Generating Predictions¶

Every Scikit-Learn model comes equipped with a predict method that can be used to generate predictions. We will use this method to find the y values that our model predicts for observations with X=2, X=5, and X=8. Note that the predict() method expects the new feature values to be provided as a two-dimensional dataset with each row referring to a single observation.

Xnew = np.array([2, 5, 8]).reshape(3,1)
print(model_1.predict(Xnew))

Example 2: Synthetic Data with Four Features¶

We will now consider a regression problem with four features. A linear regression model in which there is more than one feature is called a multiple linear regression model. We will see that very little in our workflow changes when we have more than one feature to work with. Once again, we will work with synthetic, randomly generated data.

np.random.seed(1)

n = 1000
x1 = np.round(np.random.normal(16, 3, n),2)
x2 = np.round(np.random.normal(50, 10, n),2)
x3 = np.round(np.random.normal(24, 6, n),2)
x4 = np.round(np.random.normal(150, 15, n),2)
y = np.round(37 + 3.2 * x1 + 1.5 * x2 - 2.1 * x3 + 0.3 * x4 + np.random.normal(0, 9, n),2)

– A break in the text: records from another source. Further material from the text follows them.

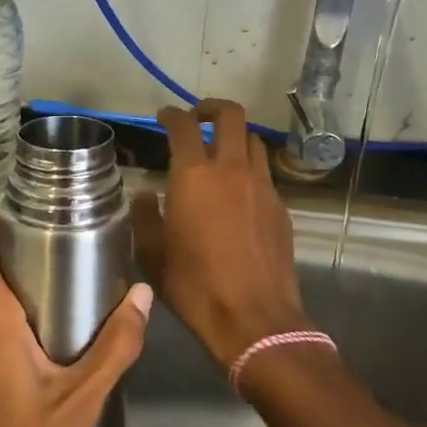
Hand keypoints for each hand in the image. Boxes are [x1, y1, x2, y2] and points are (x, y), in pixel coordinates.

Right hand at [133, 100, 306, 370]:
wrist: (255, 319)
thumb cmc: (195, 287)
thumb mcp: (154, 255)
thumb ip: (145, 217)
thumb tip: (145, 194)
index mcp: (195, 175)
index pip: (184, 125)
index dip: (172, 114)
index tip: (164, 116)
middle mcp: (232, 169)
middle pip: (231, 115)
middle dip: (212, 107)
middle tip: (198, 117)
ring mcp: (262, 186)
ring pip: (253, 140)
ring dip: (235, 136)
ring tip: (222, 151)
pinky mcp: (281, 206)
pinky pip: (265, 172)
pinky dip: (250, 168)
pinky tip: (240, 191)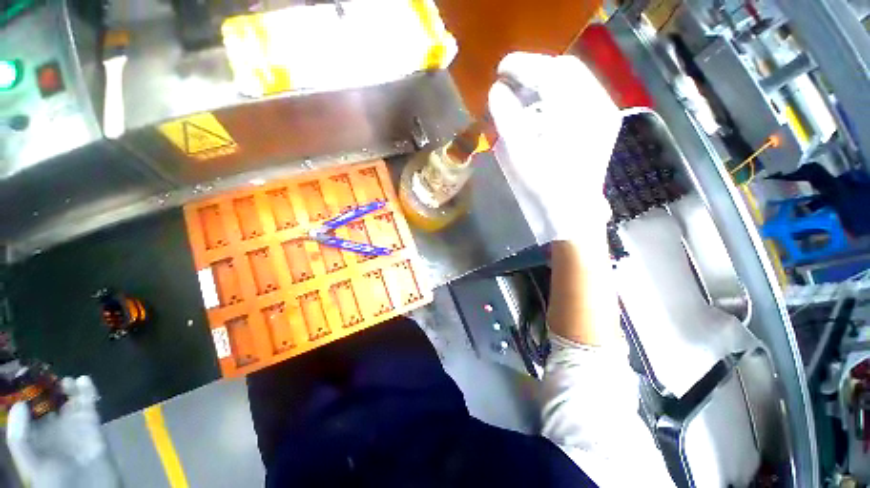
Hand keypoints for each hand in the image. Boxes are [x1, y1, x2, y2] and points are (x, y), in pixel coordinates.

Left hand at [6, 376, 118, 487]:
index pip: (27, 411)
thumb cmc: (53, 480)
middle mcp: (51, 428)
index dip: (25, 394)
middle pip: (48, 403)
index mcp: (34, 436)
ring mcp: (73, 426)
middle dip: (48, 388)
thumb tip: (19, 403)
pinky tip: (84, 380)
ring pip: (69, 400)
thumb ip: (20, 436)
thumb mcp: (30, 463)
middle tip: (45, 373)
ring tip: (64, 379)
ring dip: (67, 388)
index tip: (23, 376)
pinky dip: (87, 390)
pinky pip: (89, 404)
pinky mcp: (91, 424)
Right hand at [488, 52, 621, 241]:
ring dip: (548, 81)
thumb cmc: (544, 184)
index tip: (502, 69)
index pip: (549, 71)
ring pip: (576, 81)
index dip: (523, 65)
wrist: (572, 211)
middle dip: (536, 70)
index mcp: (576, 110)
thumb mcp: (520, 152)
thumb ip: (507, 117)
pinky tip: (545, 107)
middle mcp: (597, 103)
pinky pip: (582, 95)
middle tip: (513, 80)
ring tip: (526, 93)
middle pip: (566, 70)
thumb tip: (497, 90)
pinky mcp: (603, 123)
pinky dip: (561, 94)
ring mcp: (604, 113)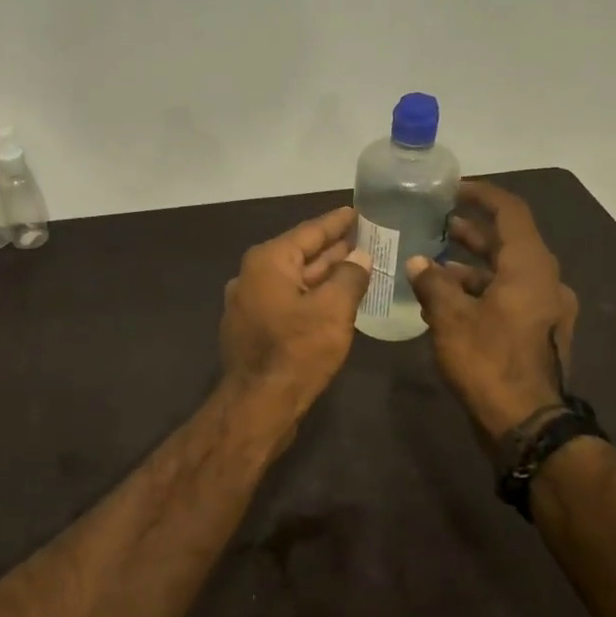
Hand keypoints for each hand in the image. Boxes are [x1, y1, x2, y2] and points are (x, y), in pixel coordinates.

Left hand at [220, 205, 371, 416]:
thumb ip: (350, 277)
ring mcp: (250, 303)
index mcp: (268, 262)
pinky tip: (335, 299)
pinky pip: (288, 301)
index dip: (336, 222)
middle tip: (366, 238)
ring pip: (295, 280)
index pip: (309, 232)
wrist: (258, 405)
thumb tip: (360, 258)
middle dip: (333, 248)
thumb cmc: (296, 351)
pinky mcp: (254, 328)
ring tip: (357, 264)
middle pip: (300, 255)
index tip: (357, 211)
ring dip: (325, 274)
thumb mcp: (333, 310)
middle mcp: (252, 276)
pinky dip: (312, 296)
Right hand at [406, 180, 579, 445]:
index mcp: (531, 267)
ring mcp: (546, 309)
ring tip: (431, 268)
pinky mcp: (539, 333)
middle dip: (471, 232)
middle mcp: (545, 281)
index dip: (482, 195)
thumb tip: (418, 264)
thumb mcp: (451, 319)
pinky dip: (480, 293)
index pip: (511, 212)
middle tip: (436, 224)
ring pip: (506, 274)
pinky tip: (446, 305)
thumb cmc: (490, 362)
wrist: (529, 424)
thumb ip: (433, 284)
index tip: (452, 190)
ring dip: (470, 268)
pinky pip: (509, 298)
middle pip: (508, 243)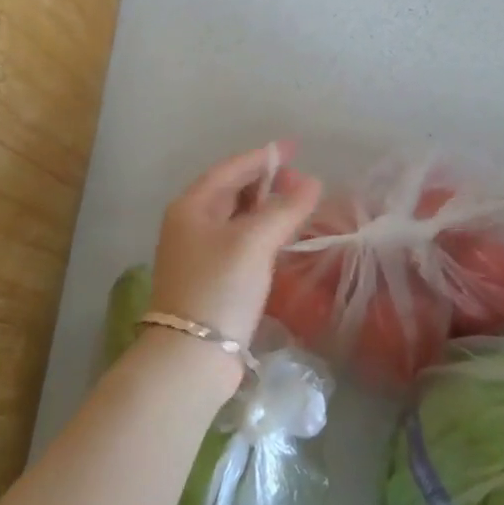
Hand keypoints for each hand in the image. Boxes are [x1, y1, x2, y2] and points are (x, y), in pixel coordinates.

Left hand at [150, 142, 322, 346]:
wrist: (192, 356)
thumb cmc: (220, 287)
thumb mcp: (254, 242)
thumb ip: (285, 208)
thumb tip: (313, 181)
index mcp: (192, 206)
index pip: (231, 169)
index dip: (264, 156)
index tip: (295, 148)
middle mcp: (190, 224)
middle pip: (232, 191)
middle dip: (267, 182)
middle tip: (302, 181)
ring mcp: (198, 253)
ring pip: (237, 218)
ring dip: (266, 208)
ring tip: (298, 206)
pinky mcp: (210, 278)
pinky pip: (240, 242)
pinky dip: (262, 233)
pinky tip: (282, 238)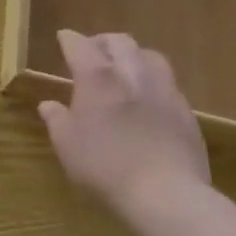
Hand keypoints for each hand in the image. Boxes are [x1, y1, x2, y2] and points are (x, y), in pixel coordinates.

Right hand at [38, 31, 210, 214]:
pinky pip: (168, 85)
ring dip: (134, 57)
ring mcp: (163, 90)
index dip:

df = pd.DataFrame({'X1':x1, 'X2':x2, 'X3':x3, 'X4':x4, 'Y':y})

df.head()

Since our dataset is store in a DataFrame, we will extract the feature array X and the label array y.

X = df.iloc[:,:4].values
y = df.iloc[:,4].values

print('Shape of X:', X.shape)
print('Shape of y:', y.shape)

We will split the dataset into training and test sets, using an 80/20 split. We will not create a validation set in this instance, as we will not be comparing different models in this example.

X_train, X_test, y_train, y_test = train_test_split(X, y, test_size=0.2, random_state=1)

print(X_train.shape)
print(X_test.shape)

We can use the LinearRegression class from Scikit-Learn to create multiple regression models. The syntax is exactly the same as that used for our simple linear regression model.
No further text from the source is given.